I am currently working my latest dance piece called Silenced. It is a piece honoring the life of Cambodian pop icon Ros Serey Sothea mixing some of her songs from 1960’s Cambodian pop music with original compositions for guitar composed by my long time composer, Alexis Alrich. The piece is also integrated with video imagery, designed by Olivia Ting, as a backdrop throughout the piece. In the first part of the piece I will use Classical Cambodian dance vocabulary as a foundation where classical gestures and movements are re-envisioned to intertwine with pre-recorded music accompanying songs from Sothea’s greatest hits designed to evoke the spirit of her life and times in the Golden Era. I couple two new music compositions in the end to explore her tragic death during the Cambodian Genocide. So far the creative process has been filled with interesting discoveries as I face some real challenges.
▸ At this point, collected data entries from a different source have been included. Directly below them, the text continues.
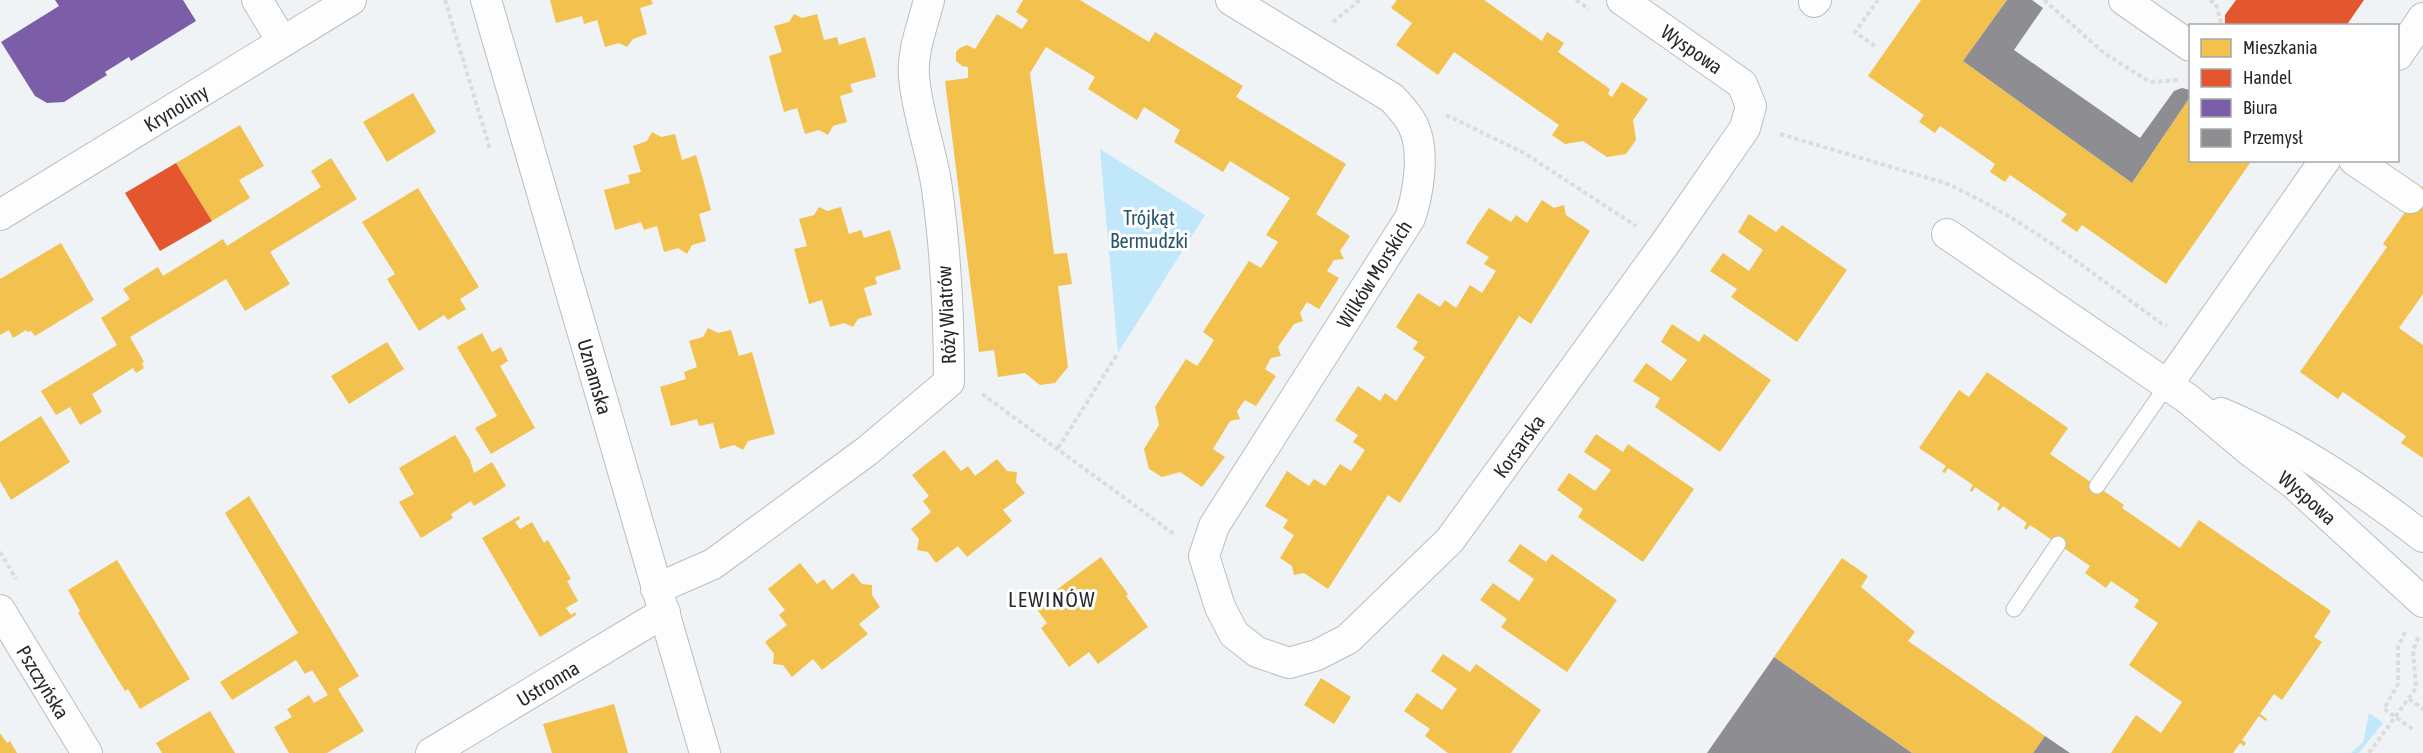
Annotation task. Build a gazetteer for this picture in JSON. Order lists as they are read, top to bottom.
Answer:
{
  "streets": {
    "street": [
      "Wyspowa",
      "Krynoliny",
      "Wilków Morskich",
      "Róży Wiatrów",
      "Uznamska",
      "Korsarska",
      "Pszczyńska",
      "Ustronna"
    ]
  },
  "crossings": [
    ["Wyspowa", "Korsarska"],
    ["Wilków Morskich", "Korsarska"],
    ["Róży Wiatrów", "Uznamska"],
    ["Róży Wiatrów", "Ustronna"],
    ["Uznamska", "Ustronna"]
  ],
  "districts": ["LEWINÓW"],
  "parks": ["Trójkąt Bermudzki"],
  "legend": [
    "Mieszkania",
    "Handel",
    "Biura",
    "Przemysł"
  ]
}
In the summer when I was doing my research about Ros Serey Sothea I found some reading materials that were very useful. I also found some of her song collections that were quite beautiful as well. The most challenging part was that I wasn’t able to find any video footage of her singing with her band. This summer I hope to do more research in Cambodia. I did find old video footage of her with a paratrooper when she was young. There are also a couple videos of a rock and roll band from movie clips with the voice of another famous female singer of the time named Pan Ron and, of course, short footage of Cambodia’s most iconic male singer, Sinn Sisamouth, who also sang duets with Sothea. Because of the destruction of war, numerous documents and other resources were lost. Fortunately, Sothea’s songs that were recorded in old cassette tapes were able to survive and still exist today. I still own couple of these old cassette tapes from when I was young. Her songs have been recreated and sung by many Cambodian bands in Cambodia and around the world. Most recently I found two CDs; Cambodian Rock Spectacular Vol. 2 and Cambodian Rock Intensified Vol.3. Both soundtracks have comparatively great quality and are nicely re-mastered. I’ll forever treasure them. I plan to use a couple of her songs from these soundtracks in first section of my choreography. The more I listen to Sothea’s generational music the more I am reminded of the beautiful and prosperous time Cambodia once had.
My collaborators are currently working on their own parts individually. My composer, Alexis Alrich is working on the two compositions; one is for the solo dance piece representing the last stage of Sothea’s life and the second piece accompanies a short section about Khmer Rouge Period with archival video footage. Alexis and I have been dialoguing about ideas that will deliver the feel and mood I want to evoke in my choreography. I can’t wait to hear her final work. The music should be completed by the end of the December. I should be able to rehearse with her music with an accompanying guitar player in early-January of next year.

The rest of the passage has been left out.